Fig. 2.

Munc13C trimer organization. (A) Upright Munc13C trimer side (Left) and oblique (Right) views (membrane is omitted for clarity). In this figure and the following, except where noted, protein structures are depicted as fitted atomic models (ribbon diagrams) and corresponding synthetic 3D map isosurfaces as in Fig. 1 D and E. For this conformer, the C2C membrane binding surface is oriented upward, allowing it to bind to a vesicle (gray line represents a vesicle with a diameter of 45 nm). The C1 domain is colored pink, C2B in dark blue, MUN domain in orange, and C2C in cyan. (B) Oblique view of the hexagonal array of upright trimers found in the Munc13C crystal (viewing orientation is the same as in A, Right). (C) View of the hexagonal array as in B but showing a horizontal slice focused on the C1/C2B domains, 5 nm above the PM shown in A. Gray outlines delineate the base of each trimer. Domain coloring is the same as in A. Each trimer is connected with neighboring trimers through antiparallel interactions of the C1 domains as shown in D. (D) Expanded view of interactions between neighboring C1 domains (pink).

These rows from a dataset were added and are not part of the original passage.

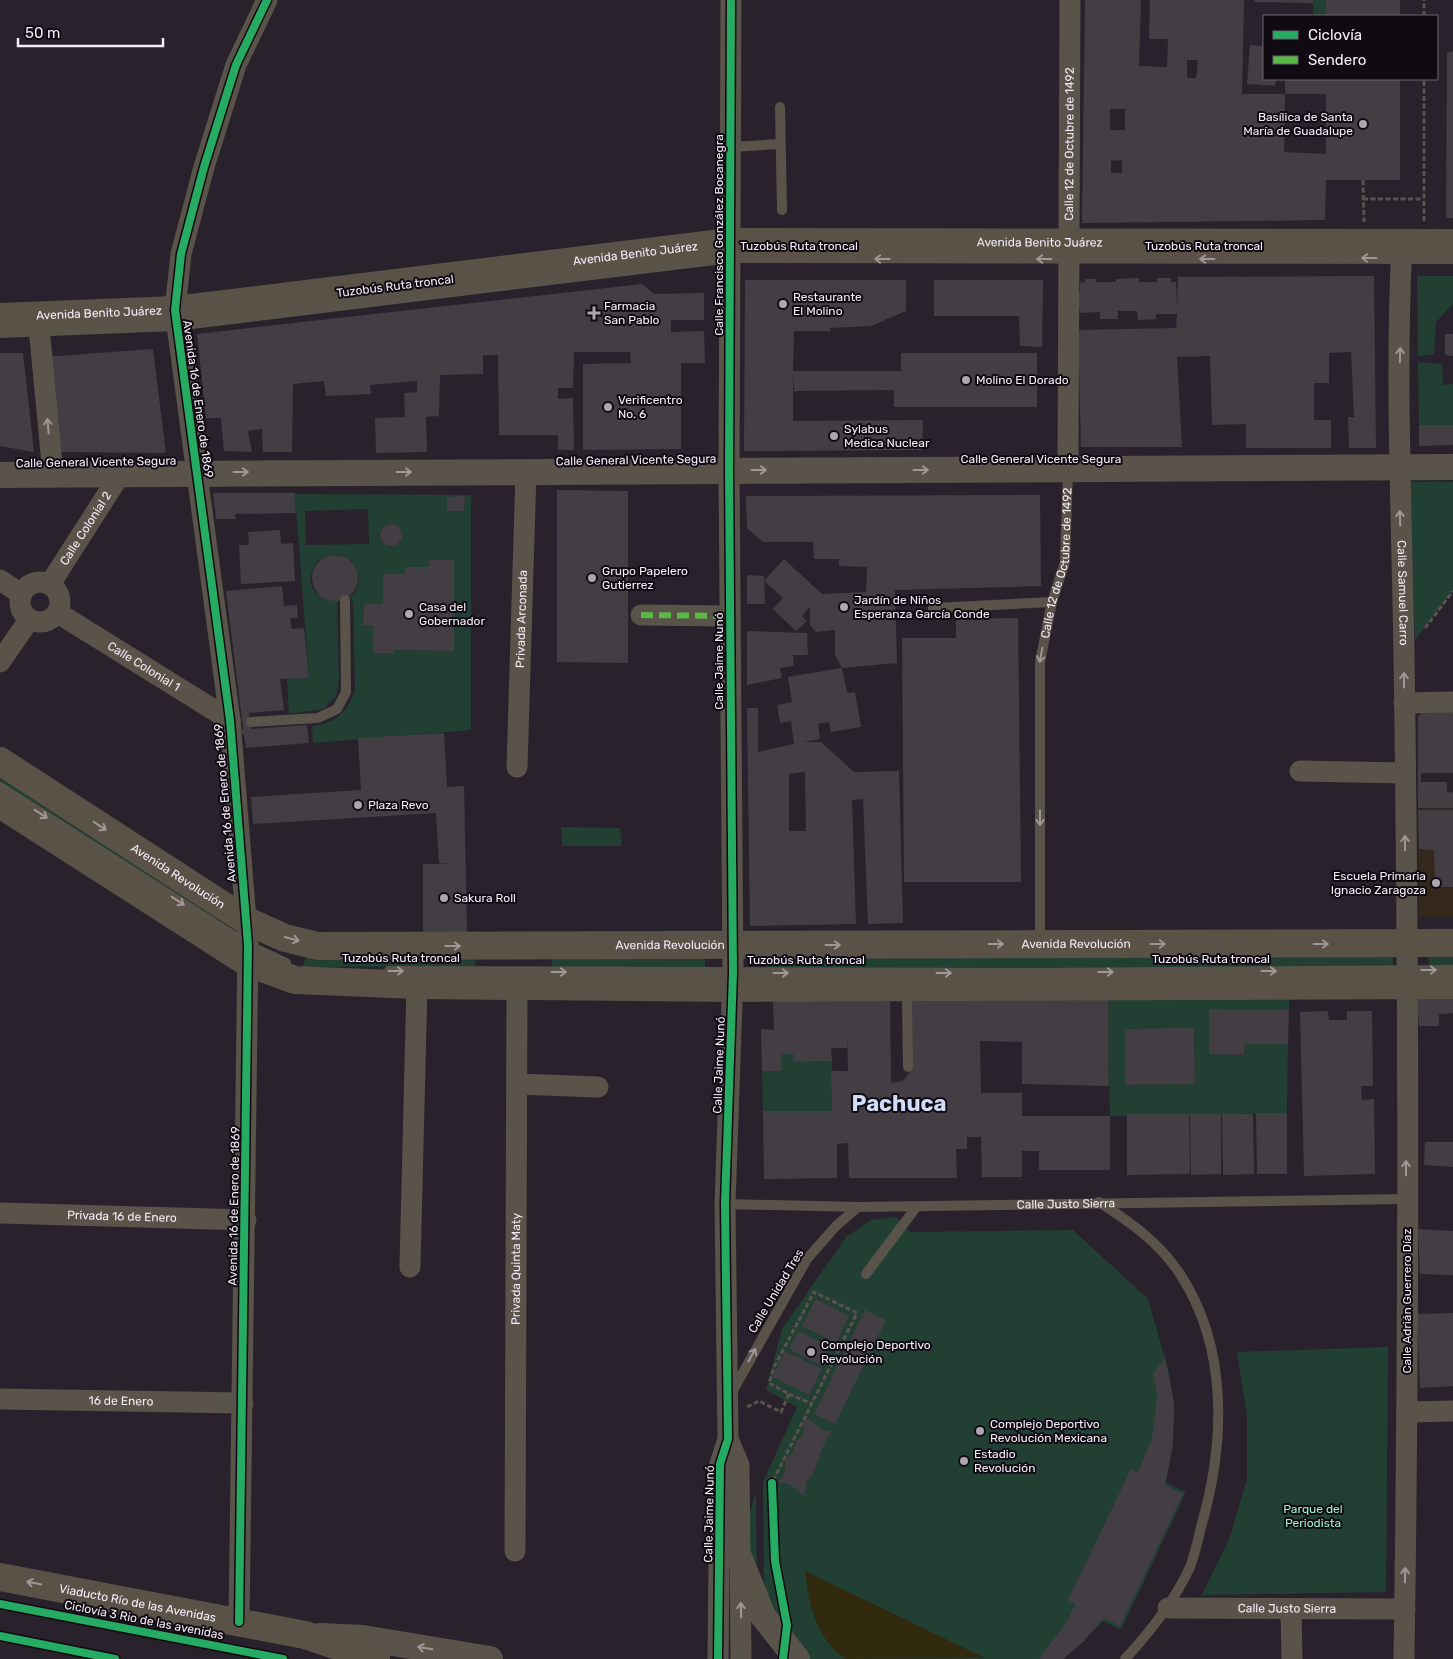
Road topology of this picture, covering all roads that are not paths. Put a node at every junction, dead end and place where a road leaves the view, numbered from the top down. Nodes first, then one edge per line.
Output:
1 (267, 0) edge
2 (731, 0) edge
3 (1070, 0) edge
4 (780, 107) dead end
5 (779, 144) junction
6 (731, 146) junction
7 (782, 210) dead end
8 (1453, 243) edge
9 (730, 250) junction
10 (1401, 250) junction
11 (1069, 251) junction
12 (1453, 259) edge
13 (0, 317) edge
14 (176, 318) junction
15 (39, 324) junction
16 (0, 334) edge
17 (1453, 467) edge
18 (1398, 468) junction
19 (729, 470) junction
20 (1068, 470) junction
21 (196, 472) junction
22 (526, 472) junction
23 (121, 473) junction
24 (0, 474) edge
25 (53, 475) junction
26 (0, 580) edge
27 (50, 584) junction
28 (21, 594) junction
29 (345, 600) dead end
30 (1052, 602) junction
31 (933, 608) dead end
32 (58, 613) junction
33 (641, 615) dead end
34 (730, 616) junction
35 (29, 620) junction
36 (0, 662) edge
37 (1453, 702) edge
38 (1404, 703) junction
39 (241, 721) junction
40 (0, 761) edge
41 (517, 767) dead end
42 (1300, 771) dead end
43 (1404, 773) junction
44 (0, 787) edge
45 (0, 804) edge
46 (248, 943) junction
47 (1453, 943) edge
48 (1040, 944) junction
49 (732, 946) junction
50 (1406, 966) junction
51 (320, 970) dead end
52 (378, 970) dead end
53 (1453, 970) edge
54 (733, 980) junction
55 (1453, 984) edge
56 (417, 985) junction
57 (517, 986) junction
58 (909, 988) junction
59 (908, 1066) dead end
60 (517, 1084) junction
61 (598, 1087) dead end
62 (1406, 1199) junction
63 (1099, 1202) junction
64 (725, 1204) junction
65 (917, 1206) junction
66 (858, 1207) junction
67 (0, 1213) edge
68 (246, 1220) junction
69 (410, 1266) dead end
70 (866, 1274) dead end
71 (0, 1399) edge
72 (243, 1403) junction
73 (728, 1407) junction
74 (1453, 1411) edge
75 (1408, 1412) junction
76 (728, 1439) junction
77 (516, 1551) dead end
78 (740, 1559) junction
79 (0, 1577) edge
80 (1168, 1608) junction
81 (1291, 1609) junction
82 (1405, 1609) junction
83 (240, 1622) junction
84 (305, 1635) junction
85 (376, 1659) edge
86 (490, 1659) edge
87 (718, 1659) edge
88 (741, 1659) edge
89 (797, 1659) edge
90 (1125, 1659) edge
91 (1292, 1659) edge
92 (1404, 1659) edge

1 - 14 street, Avenida 16 de Enero de 1869
2 - 6 street, Calle Francisco González Bocanegra
3 - 11 street, Calle 12 de Octubre de 1492
4 - 5 lane
5 - 6 lane
5 - 7 lane
6 - 9 street, Calle Francisco González Bocanegra
8 - 10 main road, Avenida Benito Juárez
11 -> 9 main road, Avenida Benito Juárez
9 - 14 main road, Avenida Benito Juárez
9 - 19 street, Calle Francisco González Bocanegra
10 -> 11 main road, Avenida Benito Juárez
10 - 12 lane
18 -> 10 street, Calle Samuel Carro
11 - 20 street, Calle 12 de Octubre de 1492
13 - 15 main road, Avenida Benito Juárez
14 - 15 main road, Avenida Benito Juárez
14 - 21 street, Avenida 16 de Enero de 1869
15 - 16 lane
25 -> 15 street
17 - 18 street, Calle General Vicente Segura
18 - 20 street, Calle General Vicente Segura
38 -> 18 street, Calle Samuel Carro
19 -> 20 street, Calle General Vicente Segura
19 - 22 street, Calle General Vicente Segura
19 - 34 street, Calle Jaime Nunó
20 - 30 lane, Calle 12 de Octubre de 1492
21 -> 22 street, Calle General Vicente Segura
21 - 23 street, Calle General Vicente Segura
21 - 39 street, Avenida 16 de Enero de 1869
22 - 41 street, Privada Arconada
23 - 25 street, Calle General Vicente Segura
23 - 27 street, Calle Colonial 2
24 - 25 street, Calle General Vicente Segura
26 - 28 street
27 - 28 street
27 - 32 street
28 - 35 street
29 - 39 lane
30 - 31 lane
30 -> 48 lane, Calle 12 de Octubre de 1492
32 - 35 street
32 - 39 street, Calle Colonial 1
33 - 34 street
34 - 49 street, Calle Jaime Nunó
35 - 36 street
37 - 38 street
38 - 43 street, Calle Samuel Carro
39 - 46 street, Avenida 16 de Enero de 1869
40 -> 46 main road, Avenida Revolución
42 - 43 street
50 -> 43 street, Calle Samuel Carro
44 -> 46 lane
45 - 46 main road, Avenida Revolución
46 -> 49 main road, Avenida Revolución
46 - 51 lane
46 - 56 main road, Avenida Revolución
46 - 68 street, Avenida 16 de Enero de 1869
47 - 50 main road, Avenida Revolución
49 -> 48 main road, Avenida Revolución
48 -> 50 main road, Avenida Revolución
49 - 54 street, Calle Jaime Nunó
50 -> 53 lane, Tuzobús Ruta troncal
54 -> 50 lane, Tuzobús Ruta troncal
50 - 55 main road, Avenida Revolución
50 - 58 main road, Avenida Revolución
62 -> 50 street, Calle Adrián Guerrero Díaz
52 -> 54 lane, Tuzobús Ruta troncal
54 - 57 main road, Avenida Revolución
54 - 58 main road, Avenida Revolución
54 - 64 street, Calle Jaime Nunó
56 - 57 main road, Avenida Revolución
56 - 69 street
57 - 60 street, Privada Quinta Maty
58 - 59 lane
60 - 61 street
60 - 77 street, Privada Quinta Maty
62 - 63 lane, Calle Justo Sierra
62 - 75 street, Calle Adrián Guerrero Díaz
63 - 65 lane, Calle Justo Sierra
63 - 80 lane
64 - 66 lane, Calle Justo Sierra
64 - 73 street, Calle Jaime Nunó
65 - 66 lane, Calle Justo Sierra
65 - 70 lane
73 -> 66 lane, Calle Unidad Tres
67 - 68 street, Privada 16 de Enero
68 - 72 street, Avenida 16 de Enero de 1869
71 - 72 street, 16 de Enero
72 - 83 street, Avenida 16 de Enero de 1869
73 - 76 street, Calle Jaime Nunó
74 - 75 street
82 -> 75 street, Calle Adrián Guerrero Díaz
76 - 78 street, Calle Jaime Nunó
76 - 87 street, Calle Jaime Nunó
88 -> 78 street, Calle Jaime Nunó
78 - 89 street
83 -> 79 main road, Viaducto Río de las Avenidas
80 - 81 street, Calle Justo Sierra
80 - 90 lane
81 - 82 street, Calle Justo Sierra
81 - 91 street
82 - 92 street, Calle Adrián Guerrero Díaz
83 - 84 main road, Viaducto Río de las Avenidas
84 - 85 main road, Viaducto Río de las Avenidas
86 -> 84 street, Viaducto Río de las Avenidas

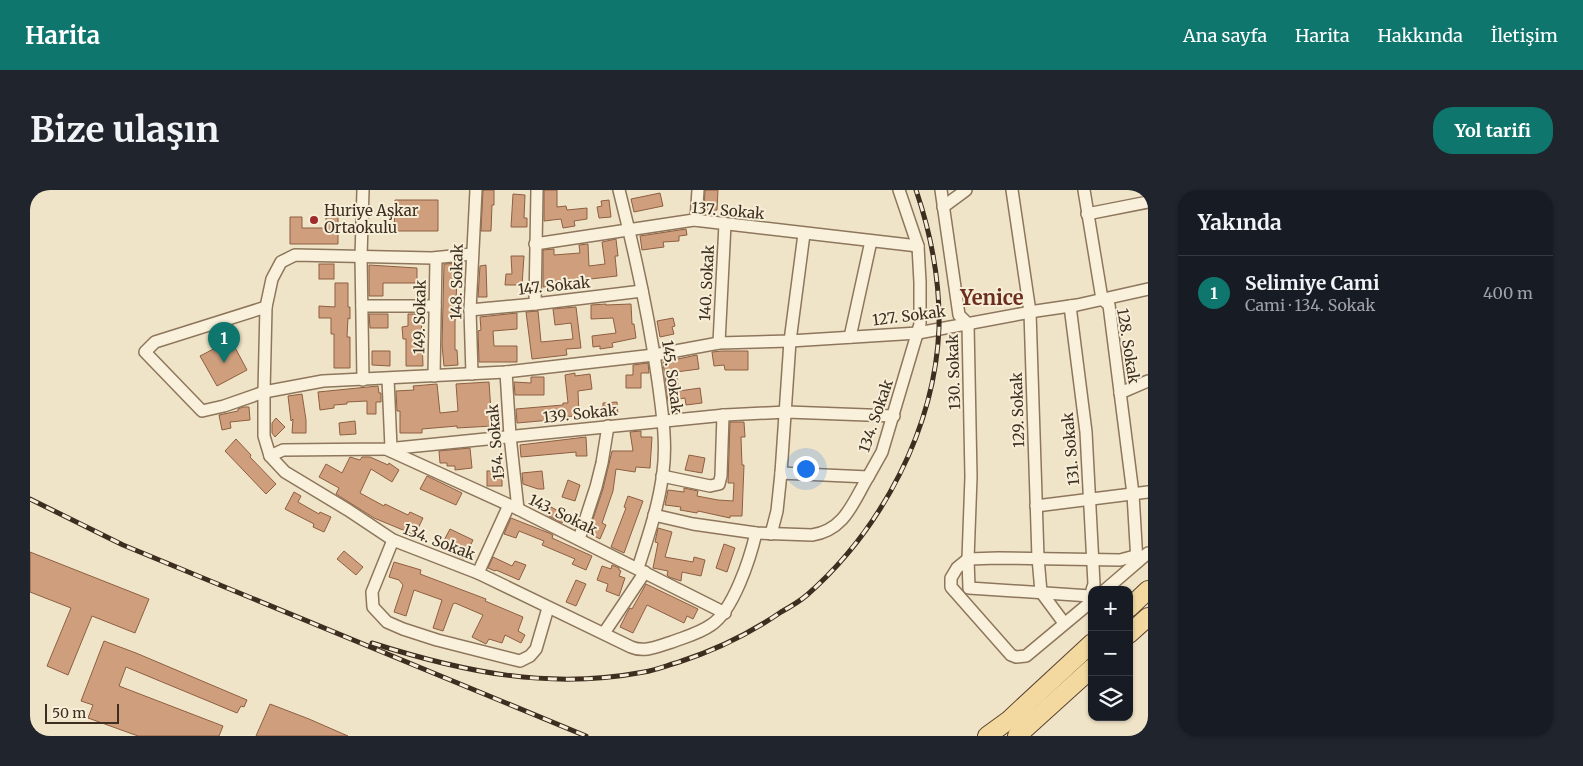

The reconstructed 3D map density indicates a tight contact between the C1 domains of adjacent trimers. Such interactions keep the C1 domains parallel to the membrane as shown in E. This orientation also keeps C1 domains ∼1.2 nm above the membrane with the DAG-binding pocket facing parallel to the membrane (represented with a red sphere, based on the position of the phorbol ester in the structure of PKC C1 bound to the phorbol ester [PDB: 1PTR]). (F) Top view of the trimeric hexamer, focusing on the C2C domains. The dashed line represents the edge of a 45-nm vesicle if it were parked in the middle of the trimeric hexamer, bound to the innermost ring of C2C domains (green). It is likely that medial and outer rings of C2C (cyan) of this assembly are sterically limited in interacting with the parked vesicle.